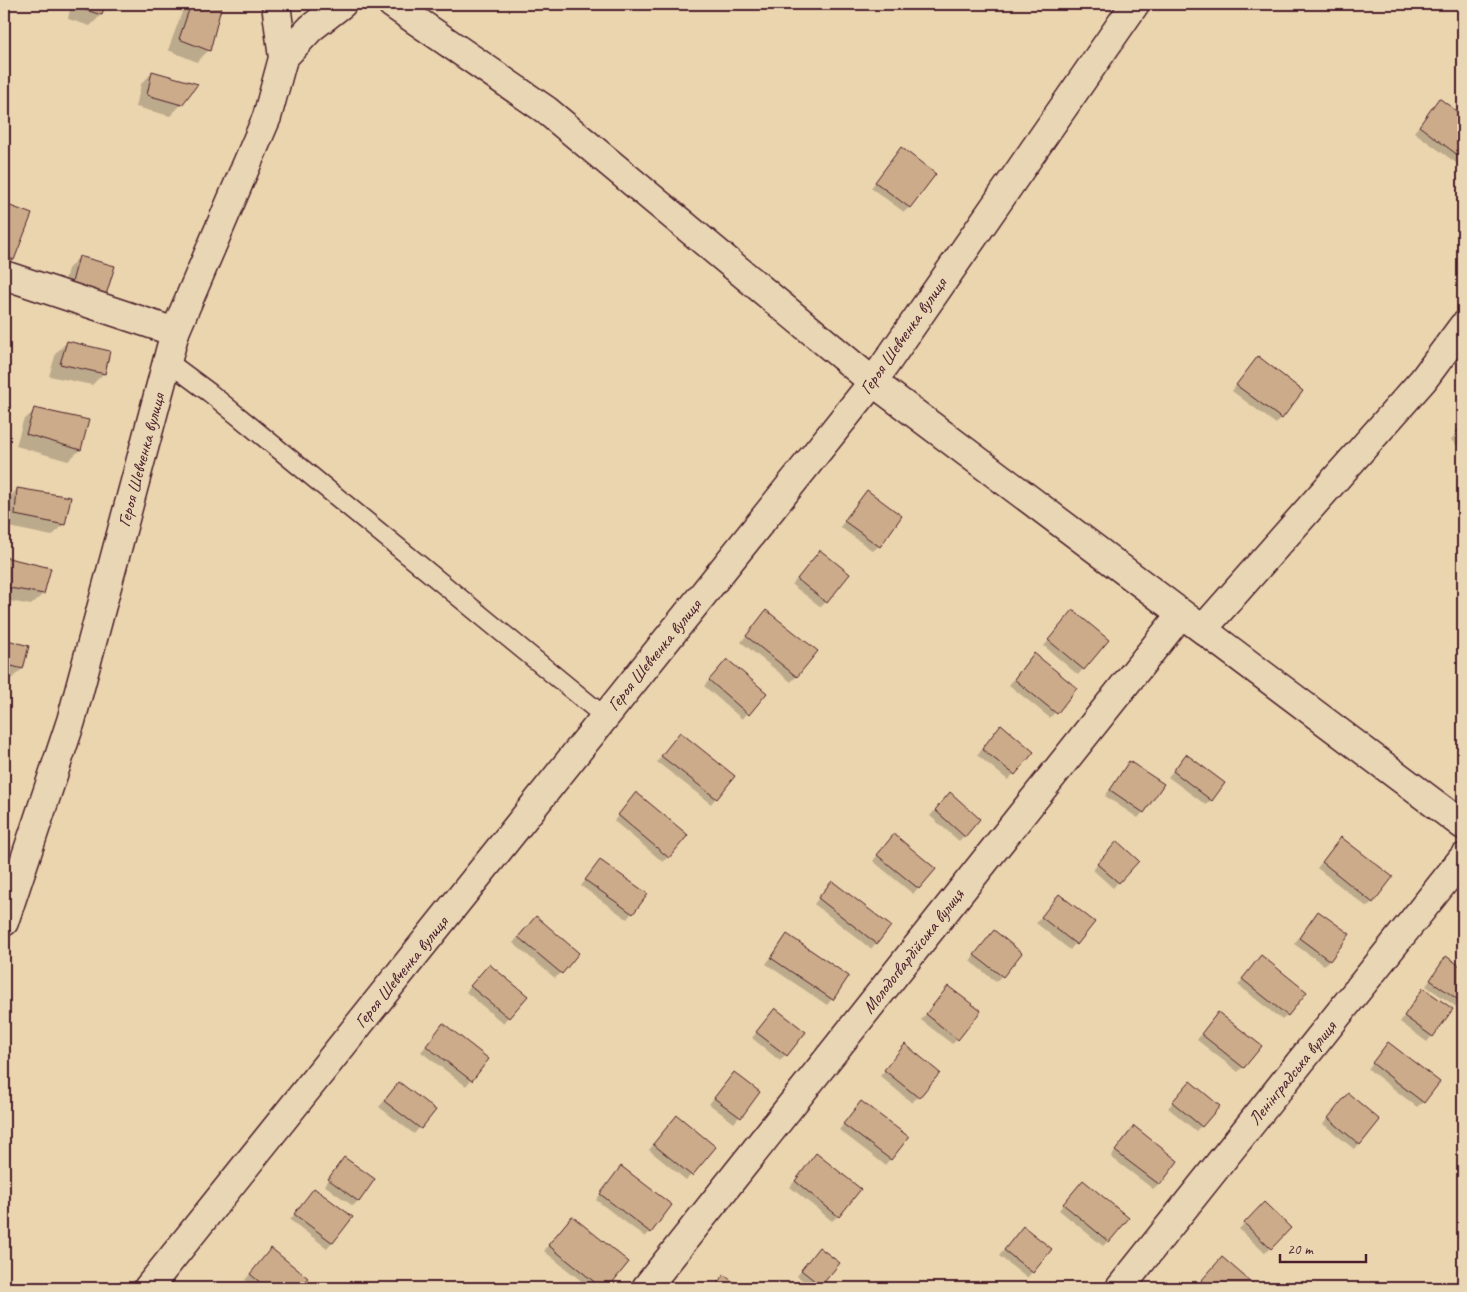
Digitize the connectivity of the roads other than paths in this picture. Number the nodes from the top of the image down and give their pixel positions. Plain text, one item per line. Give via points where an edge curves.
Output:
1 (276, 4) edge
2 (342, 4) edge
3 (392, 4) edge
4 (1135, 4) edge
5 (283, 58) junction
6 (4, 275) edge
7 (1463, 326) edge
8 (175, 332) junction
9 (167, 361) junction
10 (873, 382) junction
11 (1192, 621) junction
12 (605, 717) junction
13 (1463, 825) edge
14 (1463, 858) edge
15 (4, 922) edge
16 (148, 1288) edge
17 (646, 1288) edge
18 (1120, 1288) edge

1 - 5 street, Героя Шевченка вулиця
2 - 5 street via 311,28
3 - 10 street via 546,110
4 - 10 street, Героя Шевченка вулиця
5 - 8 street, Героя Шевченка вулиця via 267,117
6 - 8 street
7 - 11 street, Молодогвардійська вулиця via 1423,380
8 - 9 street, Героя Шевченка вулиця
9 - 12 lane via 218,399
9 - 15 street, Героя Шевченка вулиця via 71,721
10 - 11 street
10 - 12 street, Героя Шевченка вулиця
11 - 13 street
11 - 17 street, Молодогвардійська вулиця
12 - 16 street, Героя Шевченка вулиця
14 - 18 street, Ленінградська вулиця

┄┄┄┄┄┄┄┄┄┄

* **Instructions to follow**: Output the material word for word. Pictures do not go in.

* **Exercise answer**:
Digitize the connectivity of the roads other than paths in this picture. Number the nodes from the top of the image down and give their pixel positions. Plain text, one item per line. Give via points where an edge curves.
Output:
1 (276, 4) edge
2 (342, 4) edge
3 (392, 4) edge
4 (1135, 4) edge
5 (283, 58) junction
6 (4, 275) edge
7 (1463, 326) edge
8 (175, 332) junction
9 (167, 361) junction
10 (873, 382) junction
11 (1192, 621) junction
12 (605, 717) junction
13 (1463, 825) edge
14 (1463, 858) edge
15 (4, 922) edge
16 (148, 1288) edge
17 (646, 1288) edge
18 (1120, 1288) edge

1 - 5 street, Героя Шевченка вулиця
2 - 5 street via 311,28
3 - 10 street via 546,110
4 - 10 street, Героя Шевченка вулиця
5 - 8 street, Героя Шевченка вулиця via 267,117
6 - 8 street
7 - 11 street, Молодогвардійська вулиця via 1423,380
8 - 9 street, Героя Шевченка вулиця
9 - 12 lane via 218,399
9 - 15 street, Героя Шевченка вулиця via 71,721
10 - 11 street
10 - 12 street, Героя Шевченка вулиця
11 - 13 street
11 - 17 street, Молодогвардійська вулиця
12 - 16 street, Героя Шевченка вулиця
14 - 18 street, Ленінградська вулиця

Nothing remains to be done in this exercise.